=== MATERIALS PROVIDED ===
++++++++++++++++++++

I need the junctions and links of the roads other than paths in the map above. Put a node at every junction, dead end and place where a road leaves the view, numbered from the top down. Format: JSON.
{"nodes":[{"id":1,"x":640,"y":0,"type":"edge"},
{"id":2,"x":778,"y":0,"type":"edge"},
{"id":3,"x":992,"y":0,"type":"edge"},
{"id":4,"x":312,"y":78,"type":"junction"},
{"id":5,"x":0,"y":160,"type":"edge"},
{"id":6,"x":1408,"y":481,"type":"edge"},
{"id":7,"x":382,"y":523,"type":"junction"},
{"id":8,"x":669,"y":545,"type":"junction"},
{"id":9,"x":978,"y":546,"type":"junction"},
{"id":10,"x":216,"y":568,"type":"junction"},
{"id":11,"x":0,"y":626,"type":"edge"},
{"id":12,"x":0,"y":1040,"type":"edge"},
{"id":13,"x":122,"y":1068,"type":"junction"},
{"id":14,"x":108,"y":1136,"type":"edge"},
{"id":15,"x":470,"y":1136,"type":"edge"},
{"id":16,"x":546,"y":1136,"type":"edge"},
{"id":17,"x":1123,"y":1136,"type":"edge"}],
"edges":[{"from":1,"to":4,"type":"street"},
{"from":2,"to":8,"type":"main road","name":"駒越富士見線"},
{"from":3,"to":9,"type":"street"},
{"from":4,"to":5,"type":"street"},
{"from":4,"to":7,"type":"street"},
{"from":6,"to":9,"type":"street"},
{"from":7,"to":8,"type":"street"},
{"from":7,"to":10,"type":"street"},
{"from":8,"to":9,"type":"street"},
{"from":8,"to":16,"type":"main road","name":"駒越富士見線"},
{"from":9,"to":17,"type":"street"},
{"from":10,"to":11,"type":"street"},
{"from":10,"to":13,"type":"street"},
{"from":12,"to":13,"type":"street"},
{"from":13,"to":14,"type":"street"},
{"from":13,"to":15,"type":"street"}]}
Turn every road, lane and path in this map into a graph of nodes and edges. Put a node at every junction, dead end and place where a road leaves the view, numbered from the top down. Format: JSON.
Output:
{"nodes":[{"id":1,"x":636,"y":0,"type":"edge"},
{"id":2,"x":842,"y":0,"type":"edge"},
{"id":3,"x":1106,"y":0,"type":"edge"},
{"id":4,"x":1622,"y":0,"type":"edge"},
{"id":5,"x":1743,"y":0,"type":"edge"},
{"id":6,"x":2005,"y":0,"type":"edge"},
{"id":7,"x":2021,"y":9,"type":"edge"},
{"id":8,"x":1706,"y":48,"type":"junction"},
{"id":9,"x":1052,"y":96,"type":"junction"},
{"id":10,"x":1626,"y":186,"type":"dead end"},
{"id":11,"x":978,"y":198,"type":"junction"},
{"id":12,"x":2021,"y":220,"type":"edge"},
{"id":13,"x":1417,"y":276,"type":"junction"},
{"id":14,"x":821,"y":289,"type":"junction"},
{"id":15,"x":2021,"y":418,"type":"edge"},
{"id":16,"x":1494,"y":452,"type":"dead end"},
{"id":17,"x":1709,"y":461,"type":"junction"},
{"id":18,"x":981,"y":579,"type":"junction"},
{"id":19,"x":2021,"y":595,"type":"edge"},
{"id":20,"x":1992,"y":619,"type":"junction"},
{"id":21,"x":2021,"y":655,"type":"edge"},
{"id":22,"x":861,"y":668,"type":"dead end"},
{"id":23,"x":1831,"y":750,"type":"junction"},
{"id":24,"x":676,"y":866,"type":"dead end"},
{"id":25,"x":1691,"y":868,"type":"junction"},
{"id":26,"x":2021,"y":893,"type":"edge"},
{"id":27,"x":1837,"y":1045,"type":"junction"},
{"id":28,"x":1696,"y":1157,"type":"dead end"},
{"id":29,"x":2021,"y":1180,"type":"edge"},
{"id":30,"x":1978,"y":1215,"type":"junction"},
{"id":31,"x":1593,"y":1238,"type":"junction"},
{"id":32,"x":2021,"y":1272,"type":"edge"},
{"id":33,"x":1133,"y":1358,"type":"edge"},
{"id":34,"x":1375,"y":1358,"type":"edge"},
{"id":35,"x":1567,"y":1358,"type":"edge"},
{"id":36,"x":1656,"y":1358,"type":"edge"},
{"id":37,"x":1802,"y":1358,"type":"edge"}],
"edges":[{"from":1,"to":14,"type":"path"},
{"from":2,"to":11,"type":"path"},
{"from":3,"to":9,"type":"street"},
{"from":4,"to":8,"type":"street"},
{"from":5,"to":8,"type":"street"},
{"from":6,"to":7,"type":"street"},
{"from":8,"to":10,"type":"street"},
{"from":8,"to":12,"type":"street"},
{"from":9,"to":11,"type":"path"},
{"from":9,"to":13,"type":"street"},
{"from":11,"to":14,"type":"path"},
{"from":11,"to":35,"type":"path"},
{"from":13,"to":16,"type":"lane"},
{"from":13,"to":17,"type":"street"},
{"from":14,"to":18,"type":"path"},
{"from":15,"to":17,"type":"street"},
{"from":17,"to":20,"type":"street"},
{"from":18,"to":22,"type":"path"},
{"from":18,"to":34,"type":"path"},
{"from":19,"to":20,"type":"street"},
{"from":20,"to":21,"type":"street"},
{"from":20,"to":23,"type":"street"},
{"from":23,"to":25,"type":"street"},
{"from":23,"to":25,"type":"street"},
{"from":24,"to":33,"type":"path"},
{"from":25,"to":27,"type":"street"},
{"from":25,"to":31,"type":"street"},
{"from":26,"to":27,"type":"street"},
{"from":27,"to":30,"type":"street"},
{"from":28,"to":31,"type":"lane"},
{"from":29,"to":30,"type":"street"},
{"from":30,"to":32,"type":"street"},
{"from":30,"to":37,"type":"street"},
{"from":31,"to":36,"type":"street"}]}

++++++++++++++++++++

=== WHAT TO DO ===
Apply a filter for "leaves" to the data above, then copy each line that matches.

=== TASK RESPONSE ===
I need the junctions and links of the roads other than paths in the map above. Put a node at every junction, dead end and place where a road leaves the view, numbered from the top down. Format: JSON.
Turn every road, lane and path in this map into a graph of nodes and edges. Put a node at every junction, dead end and place where a road leaves the view, numbered from the top down. Format: JSON.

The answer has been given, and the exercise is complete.